Cette attaque contre le convoi MSF ne constitue malheureusement pas un cas isolé. Elle s’inscrit dans une séquence inquiétante d’attaques humanitaires. À peine quelques semaines auparavant, le 1er février dernier, un convoi de voyageurs en provenance du territoire de Rutshuru et à destination de la ville de Butembo avait été la cible d’une attaque armée sur le tronçon Rwindi–Kanyabayonga. Cet incident, survenu aux environs de 15 heures locales, avait vu plusieurs véhicules et motos tomber dans une embuscade tendue par des hommes armés non identifiés. Il est significatif de noter que cette attaque avait eu lieu dans une zone alors sous le contrôle des rebelles de l’AFC/M23, soulevant des questions sur le contrôle effectif des territoires et la responsabilité des différents acteurs.

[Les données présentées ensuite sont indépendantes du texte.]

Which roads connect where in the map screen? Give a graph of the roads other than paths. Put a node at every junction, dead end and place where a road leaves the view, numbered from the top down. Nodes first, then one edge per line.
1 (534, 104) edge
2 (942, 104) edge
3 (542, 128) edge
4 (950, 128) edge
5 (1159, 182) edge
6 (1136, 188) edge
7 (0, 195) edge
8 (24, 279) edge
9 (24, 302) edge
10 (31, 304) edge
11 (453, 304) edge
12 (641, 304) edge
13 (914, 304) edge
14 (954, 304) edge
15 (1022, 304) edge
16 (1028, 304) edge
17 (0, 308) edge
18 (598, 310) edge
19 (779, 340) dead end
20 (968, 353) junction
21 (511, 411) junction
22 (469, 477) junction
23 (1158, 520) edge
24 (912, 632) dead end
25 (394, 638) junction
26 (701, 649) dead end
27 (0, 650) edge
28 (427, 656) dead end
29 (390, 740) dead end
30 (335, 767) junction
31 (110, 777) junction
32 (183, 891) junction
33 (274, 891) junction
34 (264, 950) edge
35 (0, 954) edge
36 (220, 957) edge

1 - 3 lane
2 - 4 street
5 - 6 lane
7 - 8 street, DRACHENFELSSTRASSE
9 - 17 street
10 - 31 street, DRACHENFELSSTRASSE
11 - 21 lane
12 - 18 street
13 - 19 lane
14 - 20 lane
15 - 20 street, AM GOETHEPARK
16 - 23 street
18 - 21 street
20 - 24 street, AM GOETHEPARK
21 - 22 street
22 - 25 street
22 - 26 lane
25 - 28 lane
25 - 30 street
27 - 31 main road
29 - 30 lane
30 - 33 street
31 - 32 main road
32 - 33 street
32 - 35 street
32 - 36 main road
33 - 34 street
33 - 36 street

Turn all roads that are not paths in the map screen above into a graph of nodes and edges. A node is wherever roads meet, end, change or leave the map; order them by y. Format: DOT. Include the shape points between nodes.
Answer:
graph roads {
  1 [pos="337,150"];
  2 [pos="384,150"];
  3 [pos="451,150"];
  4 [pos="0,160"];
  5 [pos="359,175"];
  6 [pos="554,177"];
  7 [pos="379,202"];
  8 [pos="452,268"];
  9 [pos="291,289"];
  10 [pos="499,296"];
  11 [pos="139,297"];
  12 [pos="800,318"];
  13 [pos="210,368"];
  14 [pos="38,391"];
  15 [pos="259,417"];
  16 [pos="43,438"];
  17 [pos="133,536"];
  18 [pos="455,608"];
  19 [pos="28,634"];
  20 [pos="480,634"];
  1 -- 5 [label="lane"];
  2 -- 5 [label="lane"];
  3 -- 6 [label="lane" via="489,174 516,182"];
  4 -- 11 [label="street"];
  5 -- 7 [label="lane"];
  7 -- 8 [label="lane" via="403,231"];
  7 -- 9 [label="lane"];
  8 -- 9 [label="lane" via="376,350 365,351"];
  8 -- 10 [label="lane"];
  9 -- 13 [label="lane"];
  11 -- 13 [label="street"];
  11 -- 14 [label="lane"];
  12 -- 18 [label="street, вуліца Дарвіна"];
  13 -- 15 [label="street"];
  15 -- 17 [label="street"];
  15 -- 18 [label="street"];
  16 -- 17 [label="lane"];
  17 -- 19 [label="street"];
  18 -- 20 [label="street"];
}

La répétition de ces actes de violence à Rutshuru et aux alentours du parc des Virunga pose une question centrale : qui sont les auteurs de ces attaques et quelle est leur motivation ? S’agit-il de bandes criminelles cherchant un butin facile, de groupes armés cherchant à marquer leur territoire, ou d’une stratégie délibérée pour asphyxier l’aide humanitaire dans certaines zones ? L’absence d’identification claire des assaillants dans la majorité des cas complique considérablement la réponse des autorités et la mise en place de mesures de protection adaptées.
Les conséquences de cette insécurité rampante sont multiples. Au-delà du risque direct pour les vies humaines, elles compromettent l’accès aux soins de santé pour des milliers de personnes. Les organisations humanitaires comme MSF sont contraintes de réévaluer en permanence leurs protocoles de sécurité, ce qui peut retarder ou complexifier la livraison de l’aide. Finalement, ce sont les populations civiles, déjà éprouvées par des années de conflit, qui paient le prix le plus lourd de cette violence.
L’attaque du convoi MSF à Matin ya moto sonne comme un rappel brutal des défis colossaux auxquels fait face la région du Nord-Kivu. Elle met en lumière la vulnérabilité extrême des acteurs humanitaires et des civils sur des axes pourtant cruciaux pour leur survie. Tant que la spirale de la violence à Rutshuru et dans le parc des Virunga ne sera pas brisée, de tels drames risquent de se reproduire, érodant un peu plus l’espoir et la résilience des communautés locales.